**Data for processing:**
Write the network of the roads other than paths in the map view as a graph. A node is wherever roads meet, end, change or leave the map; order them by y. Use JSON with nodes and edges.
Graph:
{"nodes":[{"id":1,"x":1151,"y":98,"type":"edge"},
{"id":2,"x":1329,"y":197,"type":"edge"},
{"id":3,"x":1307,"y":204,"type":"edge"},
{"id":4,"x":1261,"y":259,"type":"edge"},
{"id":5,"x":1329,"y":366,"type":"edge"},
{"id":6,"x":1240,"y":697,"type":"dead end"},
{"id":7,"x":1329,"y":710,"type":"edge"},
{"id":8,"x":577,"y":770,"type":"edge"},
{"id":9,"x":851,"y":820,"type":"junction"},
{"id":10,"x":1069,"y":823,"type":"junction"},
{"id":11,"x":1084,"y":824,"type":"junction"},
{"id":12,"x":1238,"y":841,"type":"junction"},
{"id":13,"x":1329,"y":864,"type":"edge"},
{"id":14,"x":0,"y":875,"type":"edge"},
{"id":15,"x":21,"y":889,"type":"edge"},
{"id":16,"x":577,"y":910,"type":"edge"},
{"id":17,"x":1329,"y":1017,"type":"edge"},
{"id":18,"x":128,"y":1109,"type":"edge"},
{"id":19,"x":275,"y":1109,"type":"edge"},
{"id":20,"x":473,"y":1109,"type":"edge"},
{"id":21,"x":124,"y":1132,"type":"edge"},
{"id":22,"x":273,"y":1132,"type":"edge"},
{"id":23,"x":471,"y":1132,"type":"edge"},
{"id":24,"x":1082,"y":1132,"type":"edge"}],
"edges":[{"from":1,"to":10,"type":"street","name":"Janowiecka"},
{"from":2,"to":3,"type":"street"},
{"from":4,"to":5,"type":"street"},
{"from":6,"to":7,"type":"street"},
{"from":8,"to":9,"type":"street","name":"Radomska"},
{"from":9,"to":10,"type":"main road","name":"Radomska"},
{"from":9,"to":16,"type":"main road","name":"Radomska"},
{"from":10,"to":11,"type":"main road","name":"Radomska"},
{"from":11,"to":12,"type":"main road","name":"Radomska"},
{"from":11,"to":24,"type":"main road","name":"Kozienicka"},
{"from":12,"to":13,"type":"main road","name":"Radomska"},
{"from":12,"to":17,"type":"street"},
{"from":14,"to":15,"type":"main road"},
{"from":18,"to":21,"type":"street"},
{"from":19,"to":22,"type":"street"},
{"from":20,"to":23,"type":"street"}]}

**What you have to do:** The expected answer is every line in the data above that carries the string "junction".

**Task solution:**
{"id":9,"x":851,"y":820,"type":"junction"},
{"id":10,"x":1069,"y":823,"type":"junction"},
{"id":11,"x":1084,"y":824,"type":"junction"},
{"id":12,"x":1238,"y":841,"type":"junction"},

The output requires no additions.